Staying Motivated in 2017

With 2017 and the new year being right around the corner from us, some of us might start to lose steam with some of our New Year’s resolutions. The most cliche and resounding of all intentions is to get fit and lose a ton of weight. According to psychologist Ryan Rhodes, failing on our resolutions is in the huge majority.

“It tends to be about 70 percent of people who form these New Year’s resolutions start failing,” Rhodes says. “If we could wrap physical exercise into a magic pill, it would probably the most prescribed medication on the planet.”

He is also the director of the Behavioural Medicine Lab at the University of Victoria. His research focuses on what keeps people exercising, and why some people don’t keep it up — despite what might be their best of intentions.

While he says exercise is associated with the reduction of depression, anxiety, chronic heart problems, diabetes and even certain forms of cancer, there are 3 specific elements that limit people from enjoying these benefits. However, there are several little tricks to overcome them.

Staying Motivated

Of course, there are many reasons why we have trouble staying disciplined with our workouts. However, it usually boils down to our relationship with fitness. We often see it as a chore and as something to get out of the way instead of it being fun.

There’s a huge disconnect between what motivates us and in actually performing physical exercise.

“The exercise experience is not always a fun experience — you have to take your body out of rest. And research looking at a dose of physical activity shows that almost everybody enjoys it when it’s over.”

While public health guidelines suggest 150 minutes of moderate to vigorous physical activity per week, Rhodes says it’s important to not be too hard on yourself if you want to make a habit of getting your daily dose.

“That hard workout that you had where you got it done, but it was very painful, is going to come back and haunt you next time. You’re not going to be that interested in pushing your body through that again,” he said.

“Don’t push yourself so hard that it’s unpleasant because you’ll remember that, and it can make a difference.”

Careful planning

Let’s face it – we don’t have time to plan much outside of our daily work schedule. When it comes down to work, kids, laundry and everything else on your list – exercise doesn’t usually come first for most people.

“Not making time for it is often the number one barrier to physical activity, but time is often complicated. What many of us mean is that, ‘With the time I have, that’s not what I want to do with it.” It’s perfectly understandable but just because everyone is jumping over the cliff, doesn’t make it alright for you to do the same.

It’s important that we be honest with ourselves about how we prioritize our time.

While many people’s priorities include binge-watching their favorite tv shows, many successful exercises actually combine the two activities. Hence, why you’ll see tv’s lined up at most gyms across Toronto and elsewhere.
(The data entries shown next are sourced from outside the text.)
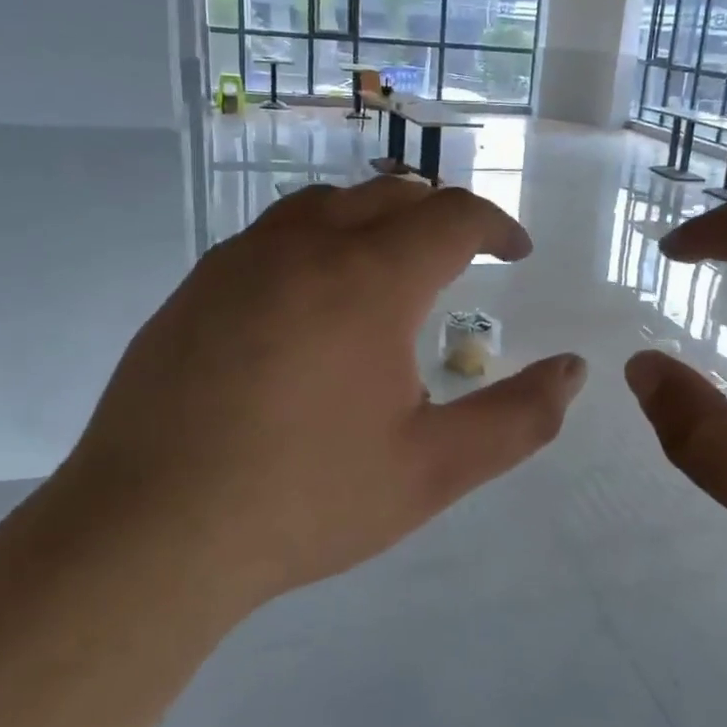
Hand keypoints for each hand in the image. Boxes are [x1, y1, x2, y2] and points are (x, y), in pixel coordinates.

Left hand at [61, 177, 586, 618]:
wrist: (151, 532)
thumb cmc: (306, 499)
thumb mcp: (433, 469)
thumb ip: (518, 419)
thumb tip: (575, 372)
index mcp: (370, 279)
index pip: (453, 217)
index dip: (497, 226)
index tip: (516, 253)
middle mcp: (304, 247)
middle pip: (389, 194)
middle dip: (439, 215)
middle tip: (463, 254)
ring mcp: (239, 262)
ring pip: (323, 204)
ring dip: (372, 218)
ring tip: (390, 263)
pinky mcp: (194, 289)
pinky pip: (270, 237)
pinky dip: (315, 242)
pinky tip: (311, 300)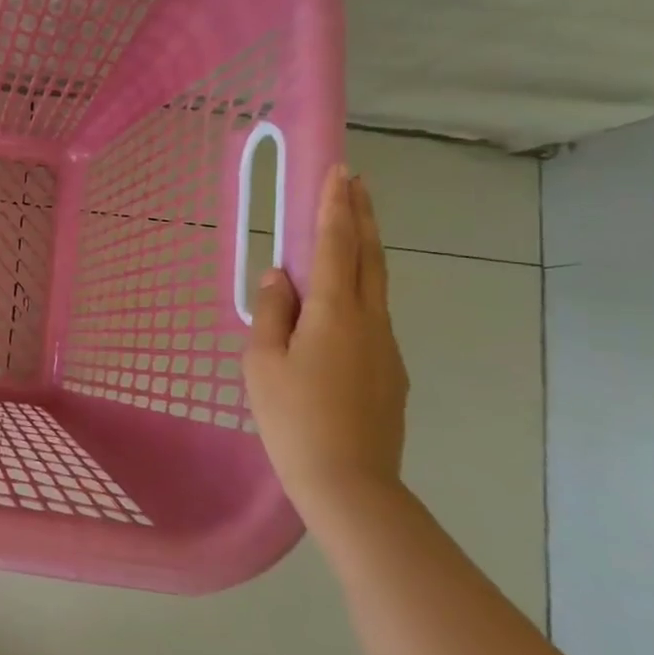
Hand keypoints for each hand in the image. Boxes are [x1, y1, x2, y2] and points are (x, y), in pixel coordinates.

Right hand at [245, 165, 408, 526]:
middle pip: (370, 257)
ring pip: (377, 286)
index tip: (340, 171)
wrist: (350, 484)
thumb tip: (279, 277)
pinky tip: (341, 306)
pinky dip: (361, 291)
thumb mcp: (262, 363)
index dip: (336, 206)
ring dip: (365, 250)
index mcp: (335, 313)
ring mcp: (387, 347)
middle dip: (362, 216)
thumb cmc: (293, 419)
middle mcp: (370, 321)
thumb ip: (271, 313)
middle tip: (357, 182)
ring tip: (350, 230)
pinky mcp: (391, 373)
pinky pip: (373, 318)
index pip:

He suggests turning on the television with your workout, so you can catch up on your favorite programs without losing valuable exercise time.

Exercise should come naturally

Make activity a habit by reaching outside of your comfort zone. Cognitive behavioral therapy (CBT) is one method therapists use to change our relationship with what we see as negative into positive.

“A habit is a psychological construct where a behavior starts to become tied to certain contextual cues,” he says.

So when exercise becomes a habit, it becomes something brought on by cues, rather than motivation.

Focus on areas where you can make some healthy changes and try stepping out of your comfort zone for a few days. Changing bad habits and molding them is all about repetition. Go home – do it and hit repeat over and over again until it becomes second nature.